When I was done, I headed for the stairs, but I heard my parents talking. My dad was saying, “We’ve been through difficult things before.” And my mom said, “This feels different. I feel different, like I can’t handle it.”
I backed away and just stood there, outside the napping room.
Dad said, “Think you need to talk to someone?”
Mom said, “I don’t know.”
It wasn’t normal. To have a mother who napped so much.
My dad called me up for dinner a few minutes later. “It’s time for ze Italian meat-a-balz.”
7.
Naveen was lying on brown grass that had just started to turn green, staring up at the sky with his knees jutting up into the air, one leg crossed over the other, when I arrived at Truxton Pond on Saturday morning.
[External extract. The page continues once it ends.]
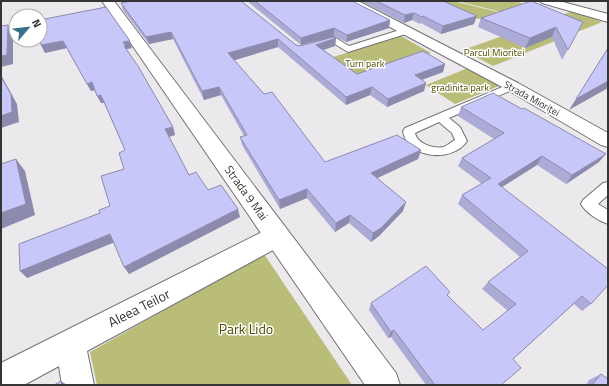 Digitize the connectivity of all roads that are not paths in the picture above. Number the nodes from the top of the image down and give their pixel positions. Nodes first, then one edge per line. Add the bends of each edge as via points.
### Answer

I had a basket full of supplies for my operation.
“Do I need to call an ambulance?” I asked.
“Huh?” Naveen’s bike lay beside him.
I studied him. “Did you fall or get hit by a car or something?”
“Nah.” He opened his eyes, sat up. “Timed my ride, though, to see how fast I could get here. Catching my breath.”
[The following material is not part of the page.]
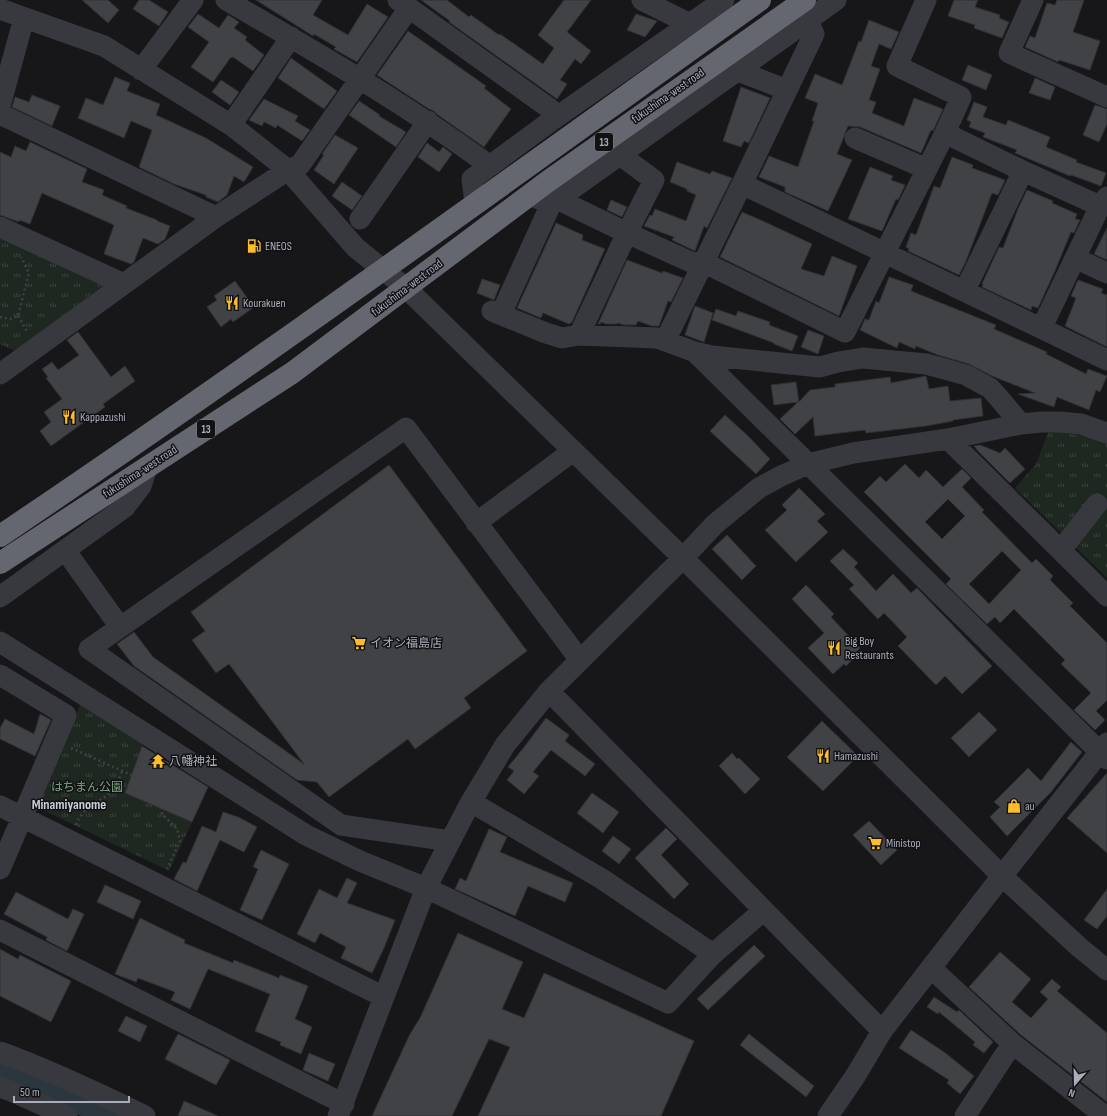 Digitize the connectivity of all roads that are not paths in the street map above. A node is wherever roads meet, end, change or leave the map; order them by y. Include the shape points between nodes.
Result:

I laid my own bike down next to his—careful that my supplies stayed in the basket—and took a seat beside him. When we were younger we’d often end up here—me, Naveen, Stella—just talking about nothing and picking grass to braid into shapes or studying caterpillars we’d lure onto sticks. Summers were changing, though. I already knew Naveen was doing a science camp and a Lego camp this year and I’d probably never see him at the pond, even if I wasn’t already living somewhere else, which I probably would be. And there was talk of Stella going back to horse camp and starting to really get into dressage, which I pretended I thought was awesome but actually thought was kind of silly. What was the point of making horses do all that fancy footwork? Though the camp would be a good place to get my hands on some fecal matter.